[Dataset records]
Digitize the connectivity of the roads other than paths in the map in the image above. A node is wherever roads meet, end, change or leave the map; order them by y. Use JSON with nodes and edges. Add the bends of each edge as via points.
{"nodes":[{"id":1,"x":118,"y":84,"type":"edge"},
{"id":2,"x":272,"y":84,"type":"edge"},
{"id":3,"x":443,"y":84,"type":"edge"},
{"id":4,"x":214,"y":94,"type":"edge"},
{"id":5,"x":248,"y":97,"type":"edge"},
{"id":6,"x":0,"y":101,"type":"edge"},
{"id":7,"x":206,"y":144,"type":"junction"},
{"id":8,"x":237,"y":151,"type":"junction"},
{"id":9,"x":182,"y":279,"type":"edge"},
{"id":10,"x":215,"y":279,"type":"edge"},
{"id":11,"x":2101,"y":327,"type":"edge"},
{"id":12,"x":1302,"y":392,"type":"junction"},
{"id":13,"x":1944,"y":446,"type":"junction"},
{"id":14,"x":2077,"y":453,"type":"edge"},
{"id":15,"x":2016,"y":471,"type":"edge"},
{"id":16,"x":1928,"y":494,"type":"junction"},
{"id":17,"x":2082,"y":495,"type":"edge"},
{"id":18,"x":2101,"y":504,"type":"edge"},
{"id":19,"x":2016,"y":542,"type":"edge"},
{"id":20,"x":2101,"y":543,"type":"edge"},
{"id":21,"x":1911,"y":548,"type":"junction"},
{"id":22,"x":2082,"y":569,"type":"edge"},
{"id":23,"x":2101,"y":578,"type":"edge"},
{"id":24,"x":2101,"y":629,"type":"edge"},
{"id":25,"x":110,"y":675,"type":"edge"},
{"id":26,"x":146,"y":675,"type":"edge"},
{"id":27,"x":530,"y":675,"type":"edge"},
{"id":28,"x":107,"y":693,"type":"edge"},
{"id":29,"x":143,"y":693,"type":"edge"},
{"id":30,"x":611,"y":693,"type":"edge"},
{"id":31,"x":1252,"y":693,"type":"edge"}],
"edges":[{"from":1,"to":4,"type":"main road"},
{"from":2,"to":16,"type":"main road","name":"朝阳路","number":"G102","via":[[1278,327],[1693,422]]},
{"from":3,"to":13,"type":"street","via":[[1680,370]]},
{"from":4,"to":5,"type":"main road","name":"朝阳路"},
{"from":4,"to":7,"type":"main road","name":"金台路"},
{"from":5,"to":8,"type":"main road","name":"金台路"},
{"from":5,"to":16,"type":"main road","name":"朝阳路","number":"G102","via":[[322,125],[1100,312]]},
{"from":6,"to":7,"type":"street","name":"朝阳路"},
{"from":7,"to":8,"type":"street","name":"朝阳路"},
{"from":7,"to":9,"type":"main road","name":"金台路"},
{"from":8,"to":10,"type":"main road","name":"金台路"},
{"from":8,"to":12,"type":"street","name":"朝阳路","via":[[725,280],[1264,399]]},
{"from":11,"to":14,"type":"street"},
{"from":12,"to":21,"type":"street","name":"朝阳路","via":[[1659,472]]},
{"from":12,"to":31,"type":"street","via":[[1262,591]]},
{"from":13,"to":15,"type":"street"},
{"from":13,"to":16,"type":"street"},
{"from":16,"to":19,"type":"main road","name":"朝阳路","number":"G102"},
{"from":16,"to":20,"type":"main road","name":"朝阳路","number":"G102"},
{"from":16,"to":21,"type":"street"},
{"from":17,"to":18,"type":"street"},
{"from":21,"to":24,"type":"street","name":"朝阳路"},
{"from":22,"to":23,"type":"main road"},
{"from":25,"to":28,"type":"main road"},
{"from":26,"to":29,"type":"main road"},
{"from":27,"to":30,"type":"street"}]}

■ **Work required**: Every single line of the data above must be set down again exactly.

■ **Response**:
Digitize the connectivity of the roads other than paths in the map in the image above. A node is wherever roads meet, end, change or leave the map; order them by y. Use JSON with nodes and edges. Add the bends of each edge as via points.
{"nodes":[{"id":1,"x":118,"y":84,"type":"edge"},
{"id":2,"x":272,"y":84,"type":"edge"},
{"id":3,"x":443,"y":84,"type":"edge"},
{"id":4,"x":214,"y":94,"type":"edge"},
{"id":5,"x":248,"y":97,"type":"edge"},
{"id":6,"x":0,"y":101,"type":"edge"},
{"id":7,"x":206,"y":144,"type":"junction"},
{"id":8,"x":237,"y":151,"type":"junction"},
{"id":9,"x":182,"y":279,"type":"edge"},
{"id":10,"x":215,"y":279,"type":"edge"},
{"id":11,"x":2101,"y":327,"type":"edge"},
{"id":12,"x":1302,"y":392,"type":"junction"},
{"id":13,"x":1944,"y":446,"type":"junction"},
{"id":14,"x":2077,"y":453,"type":"edge"},
{"id":15,"x":2016,"y":471,"type":"edge"},
{"id":16,"x":1928,"y":494,"type":"junction"},
{"id":17,"x":2082,"y":495,"type":"edge"},
{"id":18,"x":2101,"y":504,"type":"edge"},
{"id":19,"x":2016,"y":542,"type":"edge"},
{"id":20,"x":2101,"y":543,"type":"edge"},
{"id":21,"x":1911,"y":548,"type":"junction"},
{"id":22,"x":2082,"y":569,"type":"edge"},
{"id":23,"x":2101,"y":578,"type":"edge"},
{"id":24,"x":2101,"y":629,"type":"edge"},
{"id":25,"x":110,"y":675,"type":"edge"},
{"id":26,"x":146,"y":675,"type":"edge"},
{"id":27,"x":530,"y":675,"type":"edge"},
{"id":28,"x":107,"y":693,"type":"edge"},
{"id":29,"x":143,"y":693,"type":"edge"},
{"id":30,"x":611,"y":693,"type":"edge"},
{"id":31,"x":1252,"y":693,"type":"edge"}],
"edges":[{"from":1,"to":4,"type":"main road"},
{"from":2,"to":16,"type":"main road","name":"朝阳路","number":"G102","via":[[1278,327],[1693,422]]},
{"from":3,"to":13,"type":"street","via":[[1680,370]]},
{"from":4,"to":5,"type":"main road","name":"朝阳路"},
{"from":4,"to":7,"type":"main road","name":"金台路"},
{"from":5,"to":8,"type":"main road","name":"金台路"},
{"from":5,"to":16,"type":"main road","name":"朝阳路","number":"G102","via":[[322,125],[1100,312]]},
{"from":6,"to":7,"type":"street","name":"朝阳路"},
{"from":7,"to":8,"type":"street","name":"朝阳路"},
{"from":7,"to":9,"type":"main road","name":"金台路"},
{"from":8,"to":10,"type":"main road","name":"金台路"},
{"from":8,"to":12,"type":"street","name":"朝阳路","via":[[725,280],[1264,399]]},
{"from":11,"to":14,"type":"street"},
{"from":12,"to":21,"type":"street","name":"朝阳路","via":[[1659,472]]},
{"from":12,"to":31,"type":"street","via":[[1262,591]]},
{"from":13,"to":15,"type":"street"},
{"from":13,"to":16,"type":"street"},
{"from":16,"to":19,"type":"main road","name":"朝阳路","number":"G102"},
{"from":16,"to":20,"type":"main road","name":"朝阳路","number":"G102"},
{"from":16,"to":21,"type":"street"},
{"from":17,"to":18,"type":"street"},
{"from":21,"to":24,"type":"street","name":"朝阳路"},
{"from":22,"to":23,"type":"main road"},
{"from":25,"to":28,"type":"main road"},
{"from":26,"to":29,"type":"main road"},
{"from":27,"to":30,"type":"street"}]}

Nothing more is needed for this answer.